In the oil and gas industries, coiled tubing refers to a very long metal pipe supplied spooled on a large reel. It is used for interventions in oil and gas wells and sometimes as production tubing in depleted gas wells. A relatively modern drilling technique involves using coiled tubing instead of conventional drill pipe.
FIG. 1 illustrates generally a coiled tubing setup. The coiled tubing is fed from a reel into the injector which effectively powers the tubing into the wellhead. The end of the coiled tubing string can be outfitted with numerous downhole tools including drill bits and other related drilling equipment. The “gooseneck” or tubing guide is the angled piece on the injector which guides the tubing and allows a bending of the coil string to allow it to go through the injector. It is what guides the tubing from the reel and directs the tubing from an upwards angle and turns it into a vertical down position into the injector and through a blow-out preventer (BOP) stack into the wellhead. The injector and tubing guide are connected together and are suspended by a crane or similar lifting methods for operations.
The main engine of a coiled tubing unit is the injector head, which contains the mechanism to push and pull the coiled tubing in and out of the hole. The injector head includes motors powered by hydraulic fluid. The hydraulic motor then turns a shaft positioned horizontally through the top portion of the injector into a gearbox. The gearbox is configured to reduce the output of the motor to provide functional response to a shaft which powers large cog type gears, e.g., sprockets, or any drive style component, which in-turn moves drive chains to be moved along with gripper blocks that move the tubing along its path in or out the well.
Injector breakdowns during operation can have disastrous results, for personnel, equipment, safety, and cost effectivity. The injector is typically suspended high above the well being serviced. Any failure of an injector head motor or gearbox during operation would pose a situation in which the tubing inside the injector would become stuck, and have to be severed to move the injector off of the wellhead to perform service. Prior to cutting the string of tubing, all pumping operations must also cease. The tubing must be severed at a precise angle, the tubing guide removed, and carefully positioned as to not pose danger the crew or equipment. The injector can be forcefully removed by crane, and then it has to set on either the trailer or ground for gearbox replacement. The injector is then repositioned over the string and the tubing guide is re-installed and the tubing is then clamped together above the gripper blocks as to not place a strain on the clamp, and the remaining pipe down in the well is removed. During the breakdown, if it is possible, well circulation needs to continue to allow the tubing to be removed, if the circulation is not maintained, it may result in well bore damage. This entire process, if no issues arise, may typically last 18-30 hours, or more, depending on the skillset and tools available for the crew. This is highly dependent on having a spare gearbox on hand, which is a very expensive and heavy item and is not typically stocked by a crew as a spare part. Gearboxes can weight anywhere from 300 lbs to 1,000 lbs or more depending on the size of the injector, challenging work crews with logistical issues even with the most simple repair.

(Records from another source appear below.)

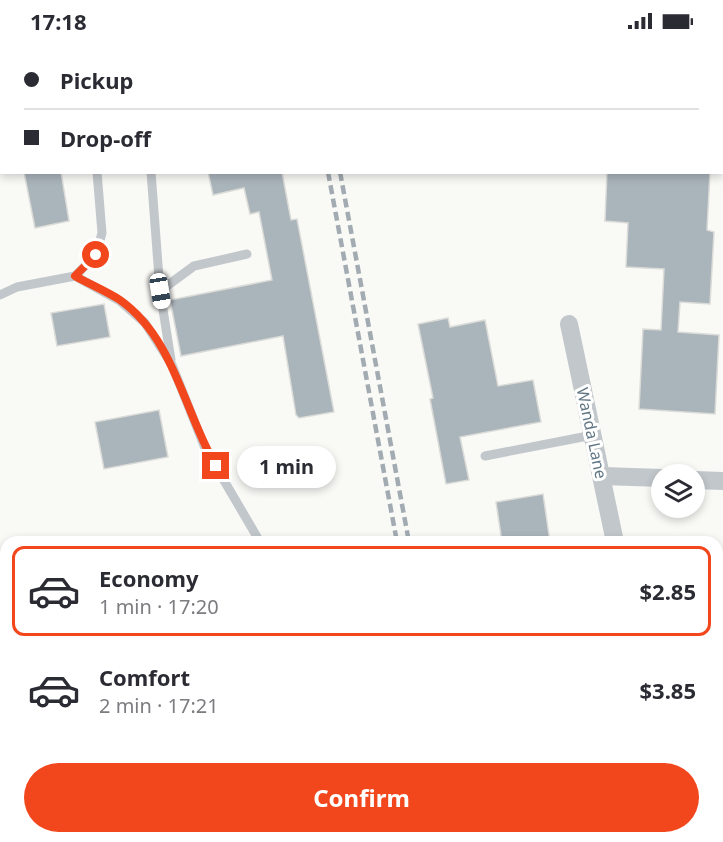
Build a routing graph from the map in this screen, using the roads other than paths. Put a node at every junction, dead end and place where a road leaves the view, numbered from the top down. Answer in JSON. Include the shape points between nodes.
{"nodes":[{"id":1,"x":97,"y":174,"type":"edge"},
{"id":2,"x":151,"y":174,"type":"edge"},
{"id":3,"x":247,"y":254,"type":"dead end"},
{"id":4,"x":75,"y":276,"type":"junction"},
{"id":5,"x":160,"y":291,"type":"junction"},
{"id":6,"x":0,"y":295,"type":"edge"},
{"id":7,"x":569,"y":324,"type":"dead end"},
{"id":8,"x":172,"y":365,"type":"junction"},
{"id":9,"x":593,"y":435,"type":"junction"},
{"id":10,"x":486,"y":456,"type":"dead end"},
{"id":11,"x":602,"y":476,"type":"junction"},
{"id":12,"x":651,"y":478,"type":"edge"},
{"id":13,"x":705,"y":480,"type":"edge"},
{"id":14,"x":723,"y":481,"type":"edge"},
{"id":15,"x":256,"y":536,"type":"edge"},
{"id":16,"x":614,"y":536,"type":"edge"}],
"edges":[{"from":1,"to":4,"type":"lane","via":[[102,232],[96,255]]},
{"from":2,"to":5,"type":"lane"},
{"from":3,"to":5,"type":"lane","via":[[194,266]]},
{"from":4,"to":6,"type":"lane","via":[[17,287]]},
{"from":4,"to":8,"type":"lane","via":[[120,301],[145,323]]},
{"from":5,"to":8,"type":"lane"},
{"from":7,"to":9,"type":"street","name":"Wanda Lane"},
{"from":8,"to":15,"type":"lane","via":[[205,448]]},
{"from":9,"to":10,"type":"lane"},
{"from":9,"to":11,"type":"street","name":"Wanda Lane"},
{"from":11,"to":12,"type":"street"},
{"from":11,"to":16,"type":"street","name":"Wanda Lane"},
{"from":13,"to":14,"type":"street"}]}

On prior injector heads the gearbox is mounted on one side of the injector head and connects to a driveline or shaft running horizontally from the hydraulic motor through the chassis connecting to the gearbox. The gearbox, motor, and transfer shaft running between the gearbox and motor are the sole support structure for the chains, gripper blocks and the entire coil tubing string from the reel to the well. Removing the gearbox while the injector is in the normal operating position is not an option because the motor and sprocket shaft are unable to support the mass of the entire unit. Accordingly, prior injector heads cannot be serviced under load, or not under load for this reason. All prior injector head gearboxes have to be removed with the unit disabled from the well and a disassembly of the chain and drive components in order to remove the gearbox. This method is extremely time consuming and poses a risk for equipment and personnel lifting and moving an injector off the well. Another method of teardown is to lay the injector on the side for gearbox removal.

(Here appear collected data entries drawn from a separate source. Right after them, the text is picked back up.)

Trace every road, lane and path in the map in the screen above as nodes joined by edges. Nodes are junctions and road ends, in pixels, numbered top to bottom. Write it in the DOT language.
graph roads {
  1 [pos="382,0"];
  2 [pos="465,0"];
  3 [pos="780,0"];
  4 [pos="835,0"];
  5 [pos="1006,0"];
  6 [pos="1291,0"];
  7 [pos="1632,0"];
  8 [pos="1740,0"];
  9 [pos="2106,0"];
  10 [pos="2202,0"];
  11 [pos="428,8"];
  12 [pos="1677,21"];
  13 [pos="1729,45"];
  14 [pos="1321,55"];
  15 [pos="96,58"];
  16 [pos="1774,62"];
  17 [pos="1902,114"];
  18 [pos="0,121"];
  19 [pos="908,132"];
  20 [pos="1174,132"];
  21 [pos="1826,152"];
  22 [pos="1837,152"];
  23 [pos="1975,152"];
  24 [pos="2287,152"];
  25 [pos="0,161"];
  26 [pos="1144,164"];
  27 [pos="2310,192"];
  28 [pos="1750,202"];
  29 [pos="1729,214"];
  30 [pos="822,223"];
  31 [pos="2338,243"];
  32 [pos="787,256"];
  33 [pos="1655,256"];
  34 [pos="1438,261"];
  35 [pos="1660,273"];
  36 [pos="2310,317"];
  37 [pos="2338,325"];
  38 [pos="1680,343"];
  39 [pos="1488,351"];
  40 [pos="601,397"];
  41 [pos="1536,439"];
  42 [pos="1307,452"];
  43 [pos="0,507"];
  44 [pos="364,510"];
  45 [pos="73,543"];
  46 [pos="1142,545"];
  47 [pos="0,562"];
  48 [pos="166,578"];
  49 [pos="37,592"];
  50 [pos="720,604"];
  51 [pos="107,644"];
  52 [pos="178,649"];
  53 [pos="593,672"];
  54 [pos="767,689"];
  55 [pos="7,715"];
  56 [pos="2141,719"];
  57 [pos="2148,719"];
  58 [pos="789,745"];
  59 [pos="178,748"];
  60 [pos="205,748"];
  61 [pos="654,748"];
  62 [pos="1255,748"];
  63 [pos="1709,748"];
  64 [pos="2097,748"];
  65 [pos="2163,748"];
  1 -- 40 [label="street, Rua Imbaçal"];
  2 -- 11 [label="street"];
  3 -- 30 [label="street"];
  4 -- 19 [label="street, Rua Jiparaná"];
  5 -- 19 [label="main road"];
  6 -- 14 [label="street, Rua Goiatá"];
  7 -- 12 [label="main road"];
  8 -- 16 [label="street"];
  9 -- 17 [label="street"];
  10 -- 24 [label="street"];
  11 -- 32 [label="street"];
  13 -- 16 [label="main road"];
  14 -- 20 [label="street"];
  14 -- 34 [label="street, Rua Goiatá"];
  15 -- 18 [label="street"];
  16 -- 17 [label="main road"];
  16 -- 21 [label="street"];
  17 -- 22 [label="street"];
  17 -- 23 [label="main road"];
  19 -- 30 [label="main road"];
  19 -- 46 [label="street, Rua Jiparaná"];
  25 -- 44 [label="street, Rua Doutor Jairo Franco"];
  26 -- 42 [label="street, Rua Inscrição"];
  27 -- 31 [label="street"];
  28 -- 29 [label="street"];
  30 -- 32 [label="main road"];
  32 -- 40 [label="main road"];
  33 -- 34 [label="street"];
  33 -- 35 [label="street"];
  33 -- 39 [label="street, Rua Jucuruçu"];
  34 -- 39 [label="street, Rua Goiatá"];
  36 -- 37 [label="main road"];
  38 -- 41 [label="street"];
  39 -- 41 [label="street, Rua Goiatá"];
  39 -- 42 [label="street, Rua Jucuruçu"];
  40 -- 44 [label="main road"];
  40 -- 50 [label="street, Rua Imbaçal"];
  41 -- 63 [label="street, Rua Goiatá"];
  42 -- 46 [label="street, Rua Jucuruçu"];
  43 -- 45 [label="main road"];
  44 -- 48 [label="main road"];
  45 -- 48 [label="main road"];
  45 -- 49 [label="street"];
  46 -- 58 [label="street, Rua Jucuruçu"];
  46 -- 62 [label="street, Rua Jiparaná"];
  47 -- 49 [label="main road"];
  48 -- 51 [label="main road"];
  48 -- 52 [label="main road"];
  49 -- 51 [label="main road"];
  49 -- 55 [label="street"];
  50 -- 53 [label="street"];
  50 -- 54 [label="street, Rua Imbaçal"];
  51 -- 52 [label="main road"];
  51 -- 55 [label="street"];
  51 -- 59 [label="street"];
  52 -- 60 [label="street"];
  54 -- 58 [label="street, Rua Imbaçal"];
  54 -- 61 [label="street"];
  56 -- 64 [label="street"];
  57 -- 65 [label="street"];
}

FIG. 1 illustrates a prior coiled tubing injector 200. The prior coiled tubing injector 200 configuration includes a motor 201 and a gearbox 205, and a transfer shaft 202 connecting the gearbox 205 to the motor 201. The gearbox 205 input is connected to the transfer shaft 202 by mating splines. The gearbox 205 output is connected to the sprocket drive shaft 204 by mating splines. The shaft 204 is not mounted to the chassis of the injector 200, and is instead mounted by the splines, within the inner structure of the gearbox 205. If the gearbox is removed while the injector is vertical, the support structure is unable to support the weight of the chain sprockets 203, and the chain 206 will be unable to support the weight of the tubing and fail structurally.
There have been no approaches or solutions to designing or implementing a structure that would allow a gearbox, motor, shaft or any other upper driveline component to be changed out while the injector is in operation, or not operation or any other configuration while the injector is vertical. What is needed then is an improved coiled tubing injector head driveline.